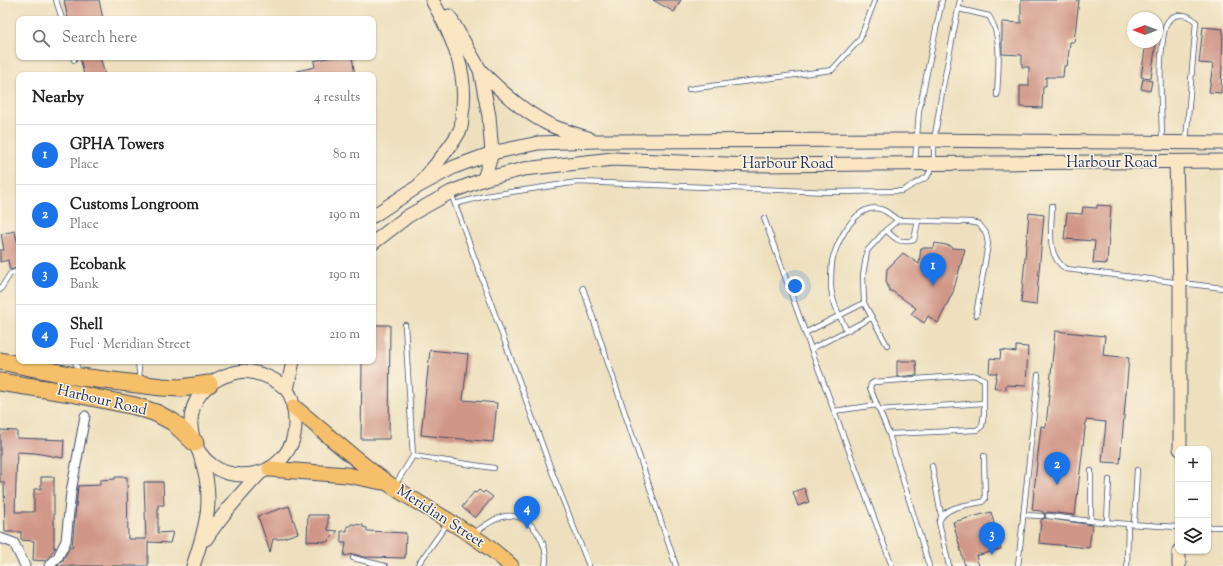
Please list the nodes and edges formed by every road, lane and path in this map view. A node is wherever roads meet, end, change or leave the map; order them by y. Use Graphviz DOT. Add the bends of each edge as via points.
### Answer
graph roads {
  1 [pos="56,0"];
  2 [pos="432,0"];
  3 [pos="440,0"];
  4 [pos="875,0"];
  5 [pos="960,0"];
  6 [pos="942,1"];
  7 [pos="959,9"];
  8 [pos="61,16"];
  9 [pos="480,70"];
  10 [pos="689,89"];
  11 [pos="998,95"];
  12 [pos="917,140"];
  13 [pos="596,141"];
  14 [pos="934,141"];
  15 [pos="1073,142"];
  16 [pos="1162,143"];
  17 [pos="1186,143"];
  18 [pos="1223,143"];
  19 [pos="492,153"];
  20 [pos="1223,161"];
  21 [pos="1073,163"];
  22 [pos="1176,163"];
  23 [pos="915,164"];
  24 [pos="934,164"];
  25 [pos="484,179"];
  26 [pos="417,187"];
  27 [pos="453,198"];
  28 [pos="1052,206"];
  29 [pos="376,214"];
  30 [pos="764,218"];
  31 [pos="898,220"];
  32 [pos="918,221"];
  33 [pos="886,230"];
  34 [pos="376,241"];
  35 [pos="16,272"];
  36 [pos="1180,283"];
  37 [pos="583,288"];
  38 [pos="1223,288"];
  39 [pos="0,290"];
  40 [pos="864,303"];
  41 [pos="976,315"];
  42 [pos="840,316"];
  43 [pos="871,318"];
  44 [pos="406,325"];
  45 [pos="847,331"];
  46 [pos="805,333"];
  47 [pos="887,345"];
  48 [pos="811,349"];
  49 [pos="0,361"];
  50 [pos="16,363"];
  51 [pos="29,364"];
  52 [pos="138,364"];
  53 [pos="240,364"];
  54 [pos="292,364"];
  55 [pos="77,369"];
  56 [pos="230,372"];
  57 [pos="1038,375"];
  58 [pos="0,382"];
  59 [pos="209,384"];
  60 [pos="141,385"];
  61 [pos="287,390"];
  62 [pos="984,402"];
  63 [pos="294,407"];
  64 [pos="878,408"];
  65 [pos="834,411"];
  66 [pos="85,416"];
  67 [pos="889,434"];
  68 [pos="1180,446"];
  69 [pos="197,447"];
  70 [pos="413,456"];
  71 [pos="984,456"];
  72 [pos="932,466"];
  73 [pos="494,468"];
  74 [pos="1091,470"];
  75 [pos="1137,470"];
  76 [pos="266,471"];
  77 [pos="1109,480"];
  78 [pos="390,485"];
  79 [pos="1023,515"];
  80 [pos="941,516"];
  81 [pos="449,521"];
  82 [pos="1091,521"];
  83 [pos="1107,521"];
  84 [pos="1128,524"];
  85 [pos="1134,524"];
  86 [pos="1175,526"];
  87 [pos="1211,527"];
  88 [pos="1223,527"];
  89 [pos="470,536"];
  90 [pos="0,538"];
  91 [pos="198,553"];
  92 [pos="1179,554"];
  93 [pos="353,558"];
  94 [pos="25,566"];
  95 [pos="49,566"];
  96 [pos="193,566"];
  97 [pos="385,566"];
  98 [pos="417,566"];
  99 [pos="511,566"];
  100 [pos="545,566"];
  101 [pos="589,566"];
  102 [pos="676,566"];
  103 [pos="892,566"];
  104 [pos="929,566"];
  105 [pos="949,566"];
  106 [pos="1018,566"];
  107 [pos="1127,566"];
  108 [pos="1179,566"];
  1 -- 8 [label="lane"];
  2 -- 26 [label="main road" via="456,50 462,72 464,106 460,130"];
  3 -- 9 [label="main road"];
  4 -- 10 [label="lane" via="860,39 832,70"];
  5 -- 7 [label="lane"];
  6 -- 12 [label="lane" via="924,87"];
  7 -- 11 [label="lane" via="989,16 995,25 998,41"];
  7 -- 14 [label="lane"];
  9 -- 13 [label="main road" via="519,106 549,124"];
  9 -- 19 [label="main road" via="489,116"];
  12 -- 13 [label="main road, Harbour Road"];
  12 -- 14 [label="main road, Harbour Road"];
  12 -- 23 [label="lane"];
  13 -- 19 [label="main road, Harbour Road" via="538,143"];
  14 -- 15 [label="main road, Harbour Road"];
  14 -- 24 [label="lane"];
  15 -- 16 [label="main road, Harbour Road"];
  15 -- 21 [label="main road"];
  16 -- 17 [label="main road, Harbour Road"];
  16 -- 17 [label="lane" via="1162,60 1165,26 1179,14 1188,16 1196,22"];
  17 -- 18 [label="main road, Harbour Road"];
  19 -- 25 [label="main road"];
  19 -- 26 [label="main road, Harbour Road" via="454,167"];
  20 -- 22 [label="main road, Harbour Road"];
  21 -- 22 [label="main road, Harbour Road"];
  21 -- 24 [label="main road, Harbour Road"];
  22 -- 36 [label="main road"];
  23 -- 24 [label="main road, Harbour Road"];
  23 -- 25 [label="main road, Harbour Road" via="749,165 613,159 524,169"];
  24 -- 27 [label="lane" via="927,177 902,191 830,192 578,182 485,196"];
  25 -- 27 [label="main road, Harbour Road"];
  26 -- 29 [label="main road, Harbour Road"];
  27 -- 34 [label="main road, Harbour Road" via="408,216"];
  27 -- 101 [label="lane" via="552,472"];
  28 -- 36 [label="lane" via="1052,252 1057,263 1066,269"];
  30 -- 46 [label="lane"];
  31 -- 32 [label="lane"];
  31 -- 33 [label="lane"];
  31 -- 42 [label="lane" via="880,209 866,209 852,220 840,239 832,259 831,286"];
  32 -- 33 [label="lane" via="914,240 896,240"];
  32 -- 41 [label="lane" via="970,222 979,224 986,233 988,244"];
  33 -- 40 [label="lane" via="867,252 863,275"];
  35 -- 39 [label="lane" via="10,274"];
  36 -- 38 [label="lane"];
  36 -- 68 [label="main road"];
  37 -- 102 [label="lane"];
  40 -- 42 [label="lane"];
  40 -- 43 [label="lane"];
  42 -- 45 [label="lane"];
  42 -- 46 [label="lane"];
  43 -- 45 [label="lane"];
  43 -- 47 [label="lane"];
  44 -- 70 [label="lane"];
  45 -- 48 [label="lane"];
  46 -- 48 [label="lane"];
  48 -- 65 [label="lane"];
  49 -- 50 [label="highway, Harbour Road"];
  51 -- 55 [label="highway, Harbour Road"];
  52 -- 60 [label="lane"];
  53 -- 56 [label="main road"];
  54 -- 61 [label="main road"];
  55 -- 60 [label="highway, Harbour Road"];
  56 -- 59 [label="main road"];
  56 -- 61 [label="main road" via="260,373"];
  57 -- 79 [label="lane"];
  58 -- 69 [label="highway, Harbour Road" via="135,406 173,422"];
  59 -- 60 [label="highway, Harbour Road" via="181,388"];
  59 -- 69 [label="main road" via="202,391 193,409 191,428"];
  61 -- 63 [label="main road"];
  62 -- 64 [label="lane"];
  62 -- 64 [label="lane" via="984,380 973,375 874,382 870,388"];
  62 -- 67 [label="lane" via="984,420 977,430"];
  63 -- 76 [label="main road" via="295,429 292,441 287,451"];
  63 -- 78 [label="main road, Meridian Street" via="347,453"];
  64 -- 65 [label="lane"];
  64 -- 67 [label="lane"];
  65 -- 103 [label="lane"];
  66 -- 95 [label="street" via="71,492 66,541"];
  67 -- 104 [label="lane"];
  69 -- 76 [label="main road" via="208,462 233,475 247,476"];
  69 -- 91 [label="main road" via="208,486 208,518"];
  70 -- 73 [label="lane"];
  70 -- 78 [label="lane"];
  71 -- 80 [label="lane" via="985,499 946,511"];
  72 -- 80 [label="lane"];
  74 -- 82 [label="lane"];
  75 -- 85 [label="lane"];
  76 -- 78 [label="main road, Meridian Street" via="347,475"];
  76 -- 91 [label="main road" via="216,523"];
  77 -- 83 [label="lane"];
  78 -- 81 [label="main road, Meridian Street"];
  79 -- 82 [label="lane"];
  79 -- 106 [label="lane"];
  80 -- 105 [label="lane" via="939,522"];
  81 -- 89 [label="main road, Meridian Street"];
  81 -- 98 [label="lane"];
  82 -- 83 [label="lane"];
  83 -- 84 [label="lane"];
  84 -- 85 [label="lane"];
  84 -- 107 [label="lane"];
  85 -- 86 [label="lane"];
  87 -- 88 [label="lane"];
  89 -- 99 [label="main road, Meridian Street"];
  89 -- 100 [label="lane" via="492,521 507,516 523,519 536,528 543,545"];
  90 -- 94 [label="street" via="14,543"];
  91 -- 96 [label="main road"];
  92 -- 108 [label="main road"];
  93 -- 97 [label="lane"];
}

○ ○ ○

TASK PROMPT
This task calls for each line of the material that contains "roads".

ANSWER TO THE EXERCISE
Please list the nodes and edges formed by every road, lane and path in this map view. A node is wherever roads meet, end, change or leave the map; order them by y. Use Graphviz DOT. Add the bends of each edge as via points.
graph roads {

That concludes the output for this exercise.